_Task to carry out:_ Copy every entry word for word, but skip the pictures.

_Provided data:_

··········

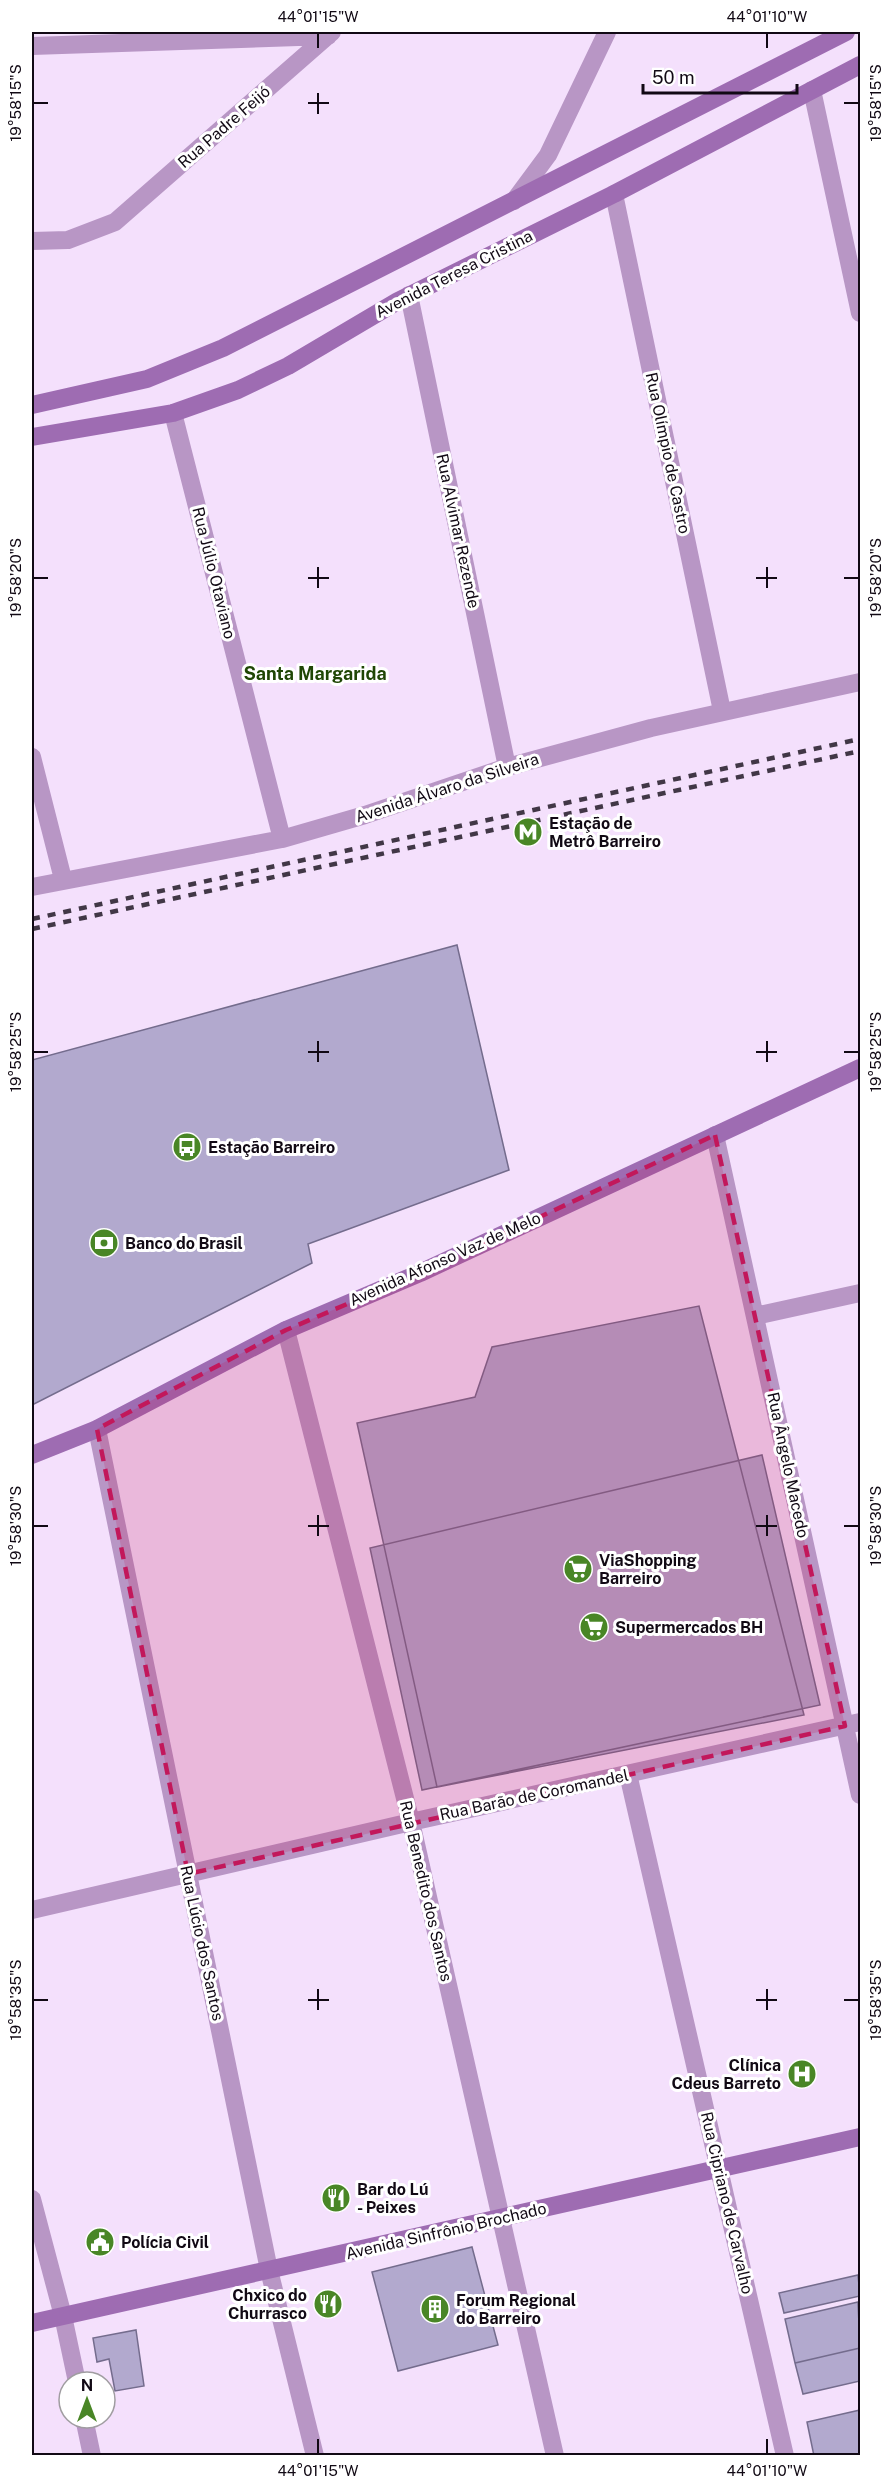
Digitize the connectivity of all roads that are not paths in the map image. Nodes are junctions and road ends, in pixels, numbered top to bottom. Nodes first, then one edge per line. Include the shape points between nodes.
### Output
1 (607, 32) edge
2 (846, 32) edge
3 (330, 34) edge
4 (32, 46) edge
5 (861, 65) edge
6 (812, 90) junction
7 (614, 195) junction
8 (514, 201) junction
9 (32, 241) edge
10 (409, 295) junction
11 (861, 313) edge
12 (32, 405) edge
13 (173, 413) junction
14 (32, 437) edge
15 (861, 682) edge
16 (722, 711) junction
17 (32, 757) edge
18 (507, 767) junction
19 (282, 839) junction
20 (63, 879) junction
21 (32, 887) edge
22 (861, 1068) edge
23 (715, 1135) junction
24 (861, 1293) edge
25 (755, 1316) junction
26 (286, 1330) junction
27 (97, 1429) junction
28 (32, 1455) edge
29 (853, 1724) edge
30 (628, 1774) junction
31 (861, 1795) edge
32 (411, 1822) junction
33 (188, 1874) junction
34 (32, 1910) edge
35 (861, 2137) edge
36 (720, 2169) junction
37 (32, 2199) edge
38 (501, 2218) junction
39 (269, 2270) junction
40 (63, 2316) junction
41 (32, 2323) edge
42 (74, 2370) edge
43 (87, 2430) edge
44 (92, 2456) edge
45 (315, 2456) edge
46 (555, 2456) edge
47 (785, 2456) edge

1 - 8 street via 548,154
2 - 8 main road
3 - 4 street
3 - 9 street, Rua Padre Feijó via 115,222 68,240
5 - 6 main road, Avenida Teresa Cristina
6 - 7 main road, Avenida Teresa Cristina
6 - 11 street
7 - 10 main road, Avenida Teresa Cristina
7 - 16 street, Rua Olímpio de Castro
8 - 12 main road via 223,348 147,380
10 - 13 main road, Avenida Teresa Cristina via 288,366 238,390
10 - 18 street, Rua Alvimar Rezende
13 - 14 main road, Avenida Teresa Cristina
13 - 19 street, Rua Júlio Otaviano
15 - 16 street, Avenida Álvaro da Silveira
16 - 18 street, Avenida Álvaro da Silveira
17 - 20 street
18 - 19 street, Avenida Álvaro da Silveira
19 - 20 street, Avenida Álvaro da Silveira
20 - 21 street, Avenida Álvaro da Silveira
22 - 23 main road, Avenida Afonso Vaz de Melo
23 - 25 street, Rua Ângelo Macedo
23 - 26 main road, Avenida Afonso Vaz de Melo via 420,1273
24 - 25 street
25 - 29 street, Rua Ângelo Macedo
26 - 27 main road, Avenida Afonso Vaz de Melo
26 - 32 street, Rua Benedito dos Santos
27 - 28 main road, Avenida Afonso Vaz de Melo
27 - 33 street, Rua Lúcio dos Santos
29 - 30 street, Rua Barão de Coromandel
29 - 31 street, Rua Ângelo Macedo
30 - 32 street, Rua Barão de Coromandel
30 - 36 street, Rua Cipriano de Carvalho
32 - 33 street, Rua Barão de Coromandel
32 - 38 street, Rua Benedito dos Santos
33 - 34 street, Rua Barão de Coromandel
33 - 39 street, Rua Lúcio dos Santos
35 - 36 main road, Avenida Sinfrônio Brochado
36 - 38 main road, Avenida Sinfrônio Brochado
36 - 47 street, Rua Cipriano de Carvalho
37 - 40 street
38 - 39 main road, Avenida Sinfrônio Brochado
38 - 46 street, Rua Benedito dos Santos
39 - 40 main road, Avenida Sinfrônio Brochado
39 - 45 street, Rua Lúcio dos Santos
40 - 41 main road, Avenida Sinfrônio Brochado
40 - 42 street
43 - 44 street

··········

_Result:_
Digitize the connectivity of all roads that are not paths in the map image. Nodes are junctions and road ends, in pixels, numbered top to bottom. Nodes first, then one edge per line. Include the shape points between nodes.
### Output
1 (607, 32) edge
2 (846, 32) edge
3 (330, 34) edge
4 (32, 46) edge
5 (861, 65) edge
6 (812, 90) junction
7 (614, 195) junction
8 (514, 201) junction
9 (32, 241) edge
10 (409, 295) junction
11 (861, 313) edge
12 (32, 405) edge
13 (173, 413) junction
14 (32, 437) edge
15 (861, 682) edge
16 (722, 711) junction
17 (32, 757) edge
18 (507, 767) junction
19 (282, 839) junction
20 (63, 879) junction
21 (32, 887) edge
22 (861, 1068) edge
23 (715, 1135) junction
24 (861, 1293) edge
25 (755, 1316) junction
26 (286, 1330) junction
27 (97, 1429) junction
28 (32, 1455) edge
29 (853, 1724) edge
30 (628, 1774) junction
31 (861, 1795) edge
32 (411, 1822) junction
33 (188, 1874) junction
34 (32, 1910) edge
35 (861, 2137) edge
36 (720, 2169) junction
37 (32, 2199) edge
38 (501, 2218) junction
39 (269, 2270) junction
40 (63, 2316) junction
41 (32, 2323) edge
42 (74, 2370) edge
43 (87, 2430) edge
44 (92, 2456) edge
45 (315, 2456) edge
46 (555, 2456) edge
47 (785, 2456) edge

1 - 8 street via 548,154
2 - 8 main road
3 - 4 street
3 - 9 street, Rua Padre Feijó via 115,222 68,240
5 - 6 main road, Avenida Teresa Cristina
6 - 7 main road, Avenida Teresa Cristina
6 - 11 street
7 - 10 main road, Avenida Teresa Cristina
7 - 16 street, Rua Olímpio de Castro
8 - 12 main road via 223,348 147,380
10 - 13 main road, Avenida Teresa Cristina via 288,366 238,390
10 - 18 street, Rua Alvimar Rezende
13 - 14 main road, Avenida Teresa Cristina
13 - 19 street, Rua Júlio Otaviano
15 - 16 street, Avenida Álvaro da Silveira
16 - 18 street, Avenida Álvaro da Silveira
17 - 20 street
18 - 19 street, Avenida Álvaro da Silveira
19 - 20 street, Avenida Álvaro da Silveira
20 - 21 street, Avenida Álvaro da Silveira
22 - 23 main road, Avenida Afonso Vaz de Melo
23 - 25 street, Rua Ângelo Macedo
23 - 26 main road, Avenida Afonso Vaz de Melo via 420,1273
24 - 25 street
25 - 29 street, Rua Ângelo Macedo
26 - 27 main road, Avenida Afonso Vaz de Melo
26 - 32 street, Rua Benedito dos Santos
27 - 28 main road, Avenida Afonso Vaz de Melo
27 - 33 street, Rua Lúcio dos Santos
29 - 30 street, Rua Barão de Coromandel
29 - 31 street, Rua Ângelo Macedo
30 - 32 street, Rua Barão de Coromandel
30 - 36 street, Rua Cipriano de Carvalho
32 - 33 street, Rua Barão de Coromandel
32 - 38 street, Rua Benedito dos Santos
33 - 34 street, Rua Barão de Coromandel
33 - 39 street, Rua Lúcio dos Santos
35 - 36 main road, Avenida Sinfrônio Brochado
36 - 38 main road, Avenida Sinfrônio Brochado
36 - 47 street, Rua Cipriano de Carvalho
37 - 40 street
38 - 39 main road, Avenida Sinfrônio Brochado
38 - 46 street, Rua Benedito dos Santos
39 - 40 main road, Avenida Sinfrônio Brochado
39 - 45 street, Rua Lúcio dos Santos
40 - 41 main road, Avenida Sinfrônio Brochado
40 - 42 street
43 - 44 street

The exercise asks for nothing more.